This project is the algorithm Soft Actor-Critic with a series of advanced features implemented by PyTorch. It can be used to train Gym, PyBullet and Unity environments with ML-Agents.
- N-step
- V-trace (IMPALA: Scalable Distributed Deep-RL with Importance Weighted Actor-Learner Architectures)
- Prioritized Experience Replay (100% Numpy sumtree)
- *Episode Experience Replay
- R2D2 (Recurrent Experience Replay In Distributed Reinforcement Learning)
- *Representation model, Q function and policy strucutres
- *Recurrent Prediction Model
- Noisy Networks for Exploration (Noisy Networks for Exploration)
- Distributed training (Distributed Prioritized Experience Replay)

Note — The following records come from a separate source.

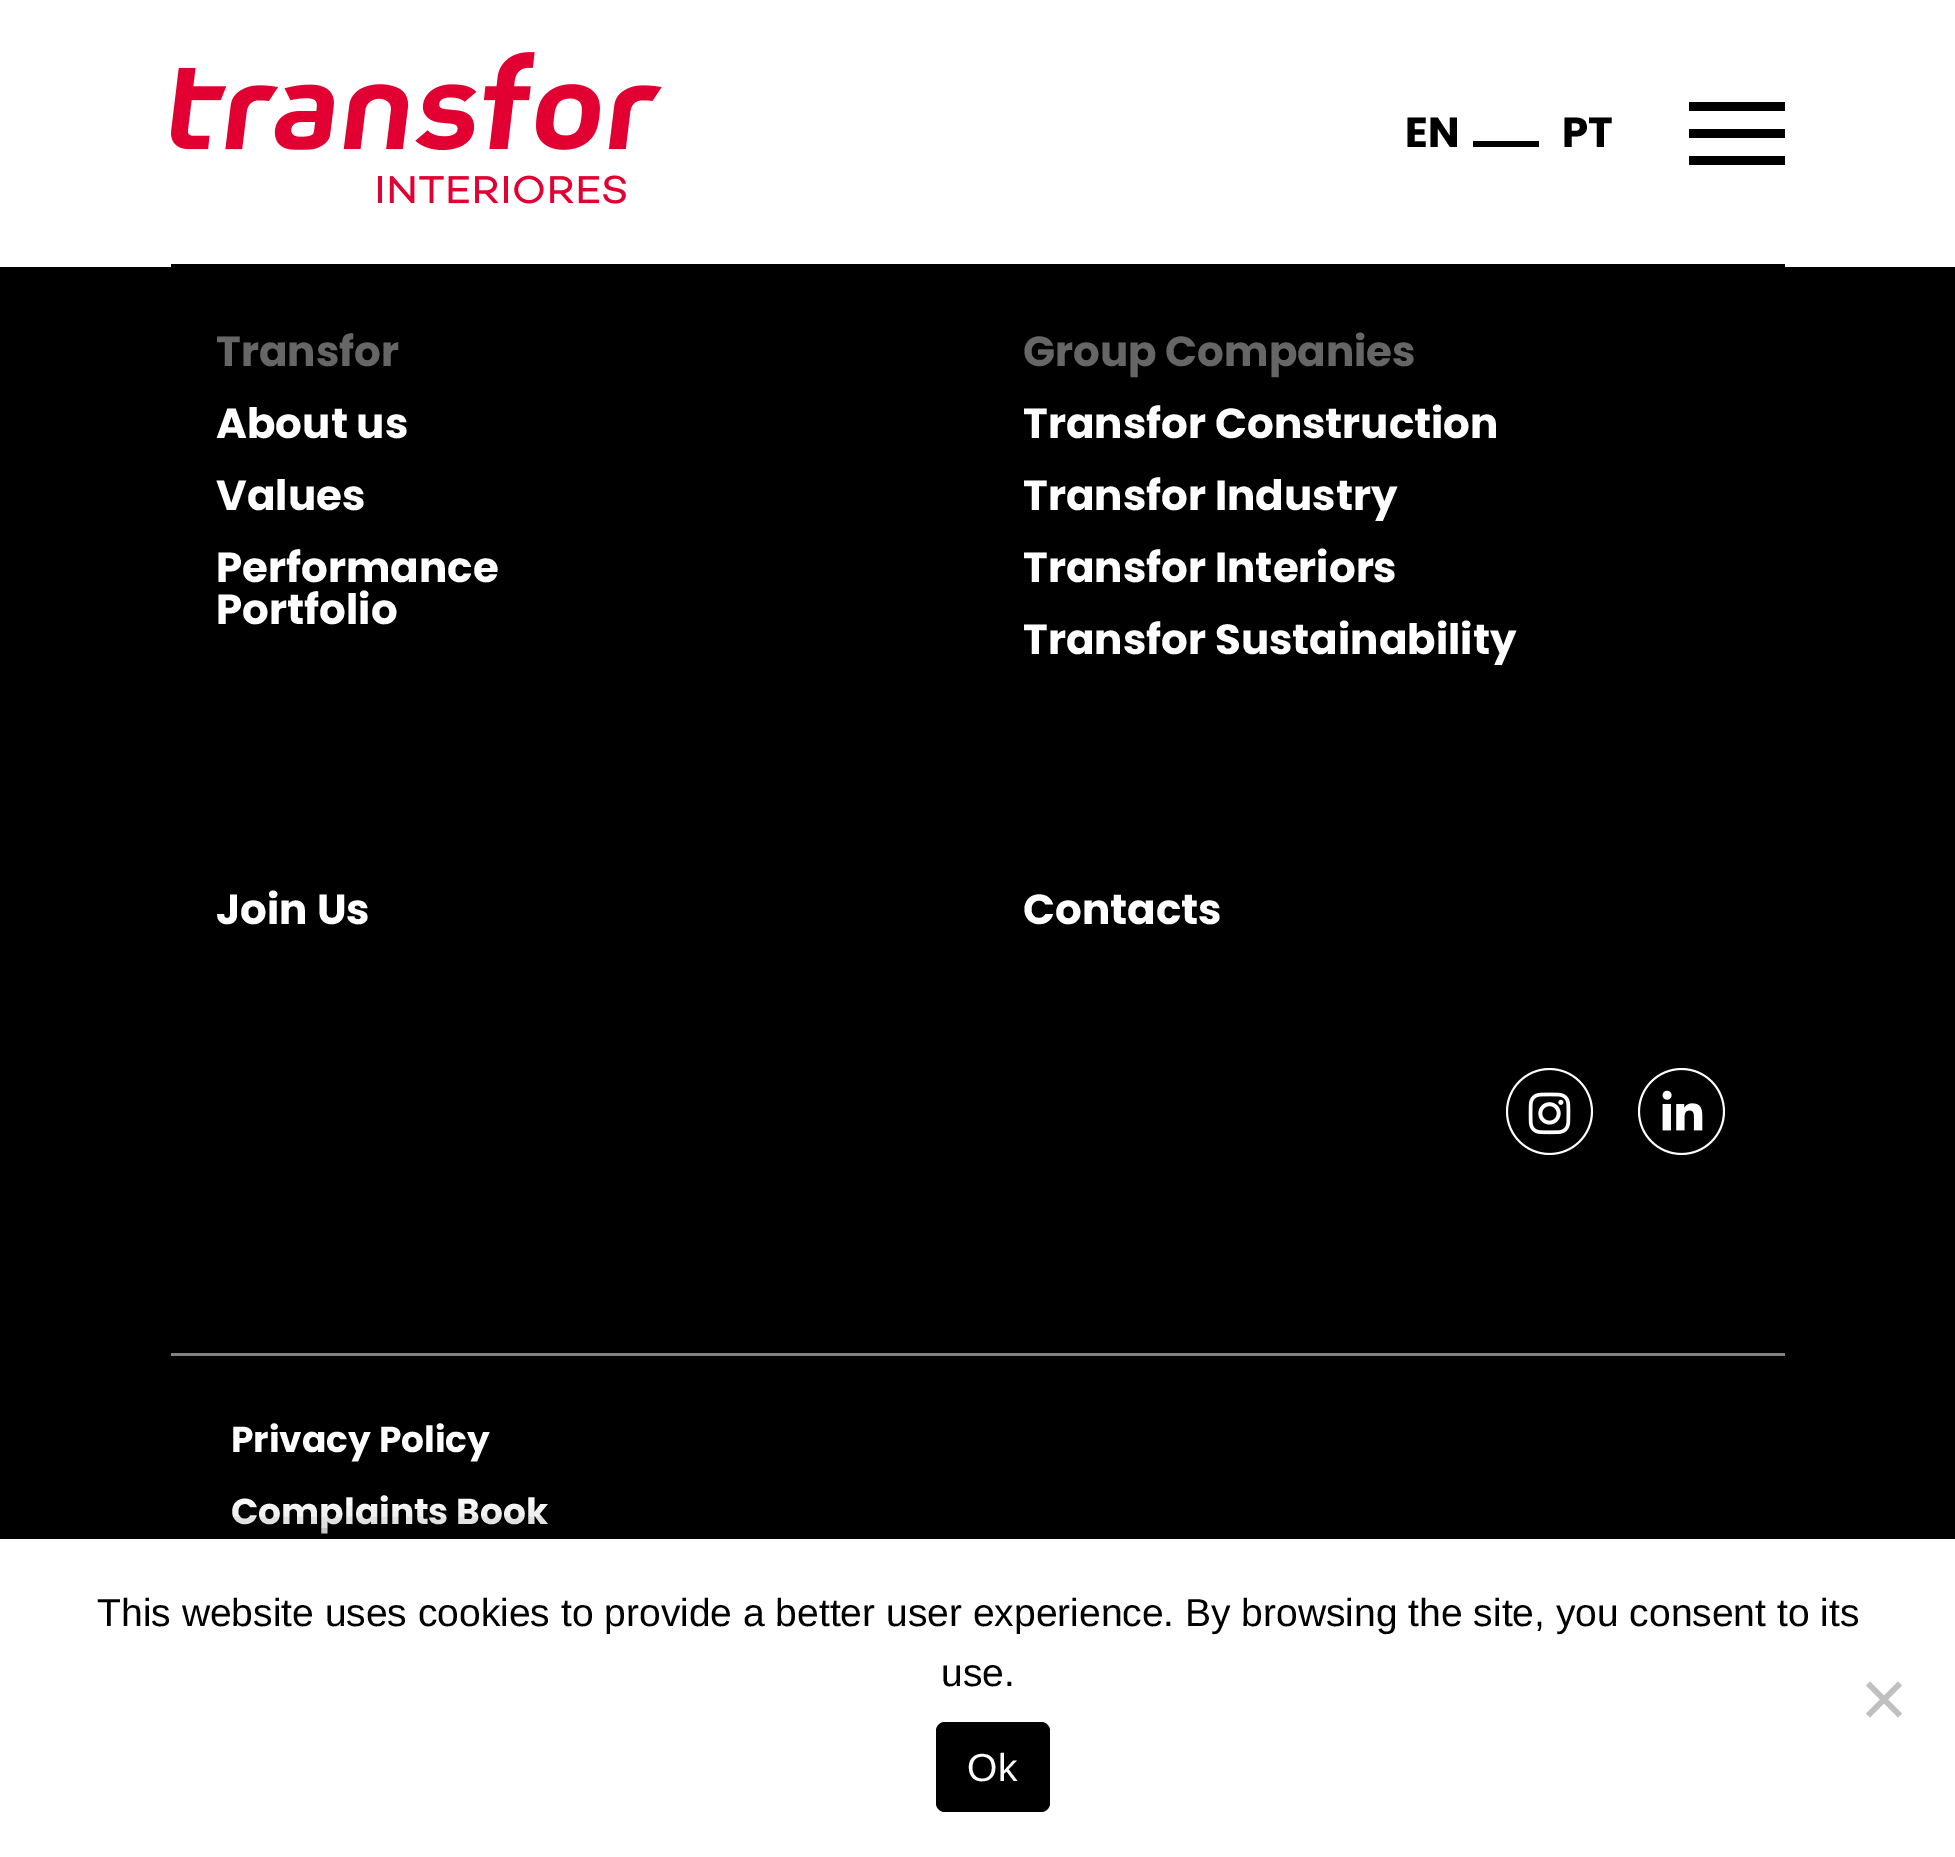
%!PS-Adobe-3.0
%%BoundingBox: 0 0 1955 1857
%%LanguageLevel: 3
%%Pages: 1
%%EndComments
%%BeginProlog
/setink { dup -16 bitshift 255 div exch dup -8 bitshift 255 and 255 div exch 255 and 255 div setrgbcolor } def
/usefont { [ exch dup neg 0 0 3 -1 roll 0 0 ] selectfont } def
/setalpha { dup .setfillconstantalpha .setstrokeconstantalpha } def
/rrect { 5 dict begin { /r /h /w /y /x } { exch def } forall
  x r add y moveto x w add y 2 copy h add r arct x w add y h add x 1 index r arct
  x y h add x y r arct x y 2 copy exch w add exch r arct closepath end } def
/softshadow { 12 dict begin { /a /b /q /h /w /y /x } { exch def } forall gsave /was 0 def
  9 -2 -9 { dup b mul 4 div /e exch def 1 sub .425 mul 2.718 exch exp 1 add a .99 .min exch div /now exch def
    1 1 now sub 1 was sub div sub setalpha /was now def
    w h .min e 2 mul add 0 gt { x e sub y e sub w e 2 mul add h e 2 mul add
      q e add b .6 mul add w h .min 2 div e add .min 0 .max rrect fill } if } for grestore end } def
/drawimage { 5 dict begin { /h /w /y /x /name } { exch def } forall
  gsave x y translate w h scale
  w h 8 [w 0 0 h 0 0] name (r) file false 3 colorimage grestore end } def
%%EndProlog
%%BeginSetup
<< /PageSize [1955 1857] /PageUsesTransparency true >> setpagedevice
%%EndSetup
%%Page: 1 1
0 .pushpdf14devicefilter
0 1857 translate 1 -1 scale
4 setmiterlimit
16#000000 setink
0 0 1955 1857 rectfill
16#FFFFFF setink
0 0 1955 267 rectfill
16#000000 setink
171 264 1614 3 rectfill
(img1.raw) 171 52 491 152 drawimage
/Poppins-Bold 42 usefont
1405 147 moveto (EN) show
1473 141 66 6 rectfill
1562 147 moveto (PT) show
[
    [1689 102 96 9 16#000000]
    [1689 129 96 9 16#000000]
    [1689 156 96 9 16#000000]
    [171 1353 1614 3 16#828282]
] { aload pop setink rectfill } forall
16#666666 setink
216 366 moveto (Transfor) show
16#FFFFFF setink
[
    [(About us) 216 438]
    [(Values) 216 510]
    [(Performance) 216 582]
] { aload pop moveto show } forall
16#666666 setink
1023 366 moveto (Group Companies) show
16#FFFFFF setink
[
    [(Transfor Construction) 1023 438]
    [(Transfor Industry) 1023 510]
    [(Transfor Interiors) 1023 582]
    [(Transfor Sustainability) 1023 654]
    [(Portfolio) 216 624]
    [(Join Us) 216 924]
    [(Contacts) 1023 924]
] { aload pop moveto show } forall
(img2.raw) 1506 1068 87 87 drawimage
(img3.raw) 1638 1068 87 87 drawimage
/Poppins-Bold 36 usefont
231 1452 moveto (Privacy Policy) show
231 1524 moveto (Complaints Book) show
16#000000 setink
18 1545 1920 282 0 22.5 0.75 softshadow
16#FFFFFF setink
0 1539 1955 318 rectfill
/LiberationSans-Regular 39 usefont
16#000000 setink
97 1626 moveto (This website uses cookies to provide a better user experience. By browsing the site, you consent to its) show
941 1686 moveto (use.) show
16#C0C0C0 setink
1898 1681.5 moveto 1902 1685.5 lineto 1870 1717.5 lineto 1866 1713.5 lineto closepath fill
1866 1685.5 moveto 1870 1681.5 lineto 1902 1713.5 lineto 1898 1717.5 lineto closepath fill
16#000000 setink
936 1722 114 90 9 rrect fill
16#FFFFFF setink
967 1781 moveto 1 0 (Ok) ashow
.poppdf14devicefilter showpage
%%EOF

- Discrete action (Soft Actor-Critic for Discrete Action Settings)
- Curiosity mechanism (Curiosity-driven Exploration by Self-supervised Prediction)
- Large-scale Distributed Evolutionary Reinforcement Learning (The distributed training module is suspended for maintenance)
- ATC, BYOL
* denotes the features that we implemented.
Gym, PyBullet and Unity environments with ML-Agents.
Observation can be any combination of vectors and images, which means an agent can have multiple sensors and the resolution of each image can be different.
Action space can be both continuous and discrete.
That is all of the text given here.